Решебник по алгебре и начала математического анализа 11 класс Колягин Проверь себя IV. Сложный вариант

\[\mathbf{1}\text{.\ }\]

\[f(x) = e^{x} - 3\sin x;\ A(0;\ 2):\]

\[F(x) = e^{x} + 3\cos x + C;\]

\[F(0) = e^{0} + 3\cos 0 + C = 2;\]

\[F(0) = 1 + 3 + C = 2;\]

\[C = - 2.\]

\[Ответ:\ \ F(x) = e^{x} + 3\cos x - 2.\]

\[\mathbf{2}.\ \]

\[1)\ \int_{1}^{4}{\sqrt{x}\text{dx}} = \left. \ \frac{2}{3}x^{\frac{3}{2}} \right|_{1}^{4} =\]

\[= \frac{2}{3} \bullet 8 - \frac{2}{3} = \frac{2}{3} \bullet 7 = \frac{14}{3};\]

\[2)\ \int_{0}^{1}{\frac{2}{3x + 1}\text{dx}} =\]

\[= \left. \ \frac{2}{3}\ln|3x + 1| \right|_{0}^{1} = \frac{2}{3}\ln 4 = \frac{4}{3}\ln 2.\]

\[\mathbf{3.}\ \]

\[S = \int_{1}^{2}{\left( 2x - x^{2} \right)\text{dx}} =\]

\[= \left. \ \left( 2 \bullet \frac{x^{2}}{2} - \frac{x^{3}}{3} \right) \right|_{1}^{2} =\]

\[= \left( 4 - \frac{8}{3} \right) - \left( 1 - \frac{1}{3} \right) =\]

\[= 3 - \frac{7}{3} = \frac{2}{3}.\]

\[Ответ:\ \ \frac{2}{3}.\]

\[\mathbf{4}.\ \]

\[y = 2 + 4x - x^{2};\ \]

\[y = x^{2} - 2x + 2:\]

\[2 + 4x - x^{2} = x^{2} - 2x + 2\]

\[2x^{2} - 6x = 0\]

\[2x(x - 3) = 0\]

\[x_{1} = 0;\text{\ \ \ }x_{2} = 3.\]

\[S =\]

\[= \int_{0}^{3}{\left( x^{2} - 2x + 2 - 2 - 4x + x^{2} \right)\text{dx}} =\]

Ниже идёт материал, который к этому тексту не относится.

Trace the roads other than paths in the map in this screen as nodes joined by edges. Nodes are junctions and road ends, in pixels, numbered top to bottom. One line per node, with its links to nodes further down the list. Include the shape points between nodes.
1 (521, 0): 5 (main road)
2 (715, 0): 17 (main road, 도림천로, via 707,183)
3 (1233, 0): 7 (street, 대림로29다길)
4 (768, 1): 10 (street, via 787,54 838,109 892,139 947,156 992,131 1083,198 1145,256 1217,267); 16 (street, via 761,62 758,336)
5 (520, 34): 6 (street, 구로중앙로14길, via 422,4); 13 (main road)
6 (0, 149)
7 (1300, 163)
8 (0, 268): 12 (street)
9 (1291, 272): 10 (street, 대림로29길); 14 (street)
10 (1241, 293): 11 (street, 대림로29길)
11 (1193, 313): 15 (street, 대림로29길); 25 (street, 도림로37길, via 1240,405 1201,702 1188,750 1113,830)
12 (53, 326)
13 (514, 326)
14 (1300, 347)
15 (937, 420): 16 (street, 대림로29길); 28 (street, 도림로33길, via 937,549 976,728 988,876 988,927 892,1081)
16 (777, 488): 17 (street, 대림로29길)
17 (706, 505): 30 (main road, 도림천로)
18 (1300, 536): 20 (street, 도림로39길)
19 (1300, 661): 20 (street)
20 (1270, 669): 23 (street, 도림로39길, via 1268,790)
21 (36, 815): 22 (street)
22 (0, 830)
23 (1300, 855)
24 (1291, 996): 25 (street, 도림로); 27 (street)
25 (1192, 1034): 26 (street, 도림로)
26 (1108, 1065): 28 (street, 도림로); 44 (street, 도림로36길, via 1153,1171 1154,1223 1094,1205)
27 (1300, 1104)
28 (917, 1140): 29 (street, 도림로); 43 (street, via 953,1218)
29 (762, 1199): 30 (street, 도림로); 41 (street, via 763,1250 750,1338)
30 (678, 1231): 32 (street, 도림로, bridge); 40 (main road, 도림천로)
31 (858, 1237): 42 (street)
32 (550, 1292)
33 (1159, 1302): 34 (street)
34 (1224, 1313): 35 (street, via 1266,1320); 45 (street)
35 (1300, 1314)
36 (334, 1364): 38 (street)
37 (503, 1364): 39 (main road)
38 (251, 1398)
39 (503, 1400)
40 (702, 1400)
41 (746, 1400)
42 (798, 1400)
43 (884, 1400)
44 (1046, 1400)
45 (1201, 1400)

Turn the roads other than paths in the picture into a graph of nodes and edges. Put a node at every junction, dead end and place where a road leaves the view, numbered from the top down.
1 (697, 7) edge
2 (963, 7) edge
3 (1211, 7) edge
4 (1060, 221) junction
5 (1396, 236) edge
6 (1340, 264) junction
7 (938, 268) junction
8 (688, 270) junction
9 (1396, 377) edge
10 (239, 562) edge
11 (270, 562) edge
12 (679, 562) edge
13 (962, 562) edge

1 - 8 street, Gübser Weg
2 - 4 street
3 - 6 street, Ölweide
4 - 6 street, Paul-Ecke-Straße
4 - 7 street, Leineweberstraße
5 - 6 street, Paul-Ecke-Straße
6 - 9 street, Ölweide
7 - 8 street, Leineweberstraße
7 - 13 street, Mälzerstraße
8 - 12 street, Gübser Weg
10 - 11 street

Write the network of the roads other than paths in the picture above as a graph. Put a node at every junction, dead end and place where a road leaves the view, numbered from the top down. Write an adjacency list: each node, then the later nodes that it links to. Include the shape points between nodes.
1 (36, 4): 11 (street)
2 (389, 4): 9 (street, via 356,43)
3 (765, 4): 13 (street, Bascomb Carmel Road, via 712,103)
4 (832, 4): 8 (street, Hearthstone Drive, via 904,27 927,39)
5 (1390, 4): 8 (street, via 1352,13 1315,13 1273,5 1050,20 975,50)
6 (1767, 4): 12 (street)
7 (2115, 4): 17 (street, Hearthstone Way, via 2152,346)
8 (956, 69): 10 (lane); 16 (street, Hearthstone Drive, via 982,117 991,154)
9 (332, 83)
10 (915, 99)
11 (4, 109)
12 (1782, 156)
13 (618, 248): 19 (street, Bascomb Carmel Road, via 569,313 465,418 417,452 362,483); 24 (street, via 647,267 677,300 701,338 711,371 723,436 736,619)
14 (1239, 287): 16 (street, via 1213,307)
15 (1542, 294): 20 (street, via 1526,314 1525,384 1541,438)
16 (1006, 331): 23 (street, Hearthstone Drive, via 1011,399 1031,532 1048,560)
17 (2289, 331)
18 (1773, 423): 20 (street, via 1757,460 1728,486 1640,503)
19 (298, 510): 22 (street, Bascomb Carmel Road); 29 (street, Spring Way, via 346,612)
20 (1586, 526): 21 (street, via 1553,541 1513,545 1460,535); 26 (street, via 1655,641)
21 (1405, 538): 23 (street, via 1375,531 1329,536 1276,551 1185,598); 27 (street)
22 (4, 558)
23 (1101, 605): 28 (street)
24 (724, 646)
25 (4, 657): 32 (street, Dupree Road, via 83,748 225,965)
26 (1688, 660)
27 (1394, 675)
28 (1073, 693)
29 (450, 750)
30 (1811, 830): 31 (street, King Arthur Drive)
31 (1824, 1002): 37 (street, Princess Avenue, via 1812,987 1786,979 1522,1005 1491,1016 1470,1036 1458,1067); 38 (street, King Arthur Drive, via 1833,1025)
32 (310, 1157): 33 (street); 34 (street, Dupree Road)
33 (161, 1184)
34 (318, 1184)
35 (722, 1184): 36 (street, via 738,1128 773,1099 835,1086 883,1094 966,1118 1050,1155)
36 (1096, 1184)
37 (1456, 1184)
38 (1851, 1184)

\[= \int_{0}^{3}{\left( 2x^{2} - 6x \right)\text{dx}} =\]

\[= \left. \ \left( 2 \bullet \frac{x^{3}}{3} - 6 \bullet \frac{x^{2}}{2} \right) \right|_{0}^{3} =\]

\[= \frac{2}{3} \bullet 27 - 3 \bullet 9 = 18 - 27 = - 9.\]

\[Ответ:\ \ 9.\]

\[\mathbf{5}.\]

\[\ y = x^{2} + 1;\text{\ \ \ }(0;\ - 3):\]

\[y^{'}(x) = 2x;\]

\[y(a) = a^{2} + 1;\]

\[y^{'}(a) = 2a;\]

\[y = a^{2} + 1 + 2a(x - a) =\]

\[= 1 + 2ax - a^{2};\]

\[- 3 = 1 + 2a \bullet 0 - a^{2}\]

\[a^{2} = 4\]

\[a = \pm 2.\]

\[y_{1} = 1 - 4x - 4 = - 4x - 3;\]

\[y_{2} = 1 + 4x - 4 = 4x - 3.\]

\[= \frac{16}{3} + 16 - 16 = \frac{16}{3}.\]

\[Ответ:\ \ \frac{16}{3}.\]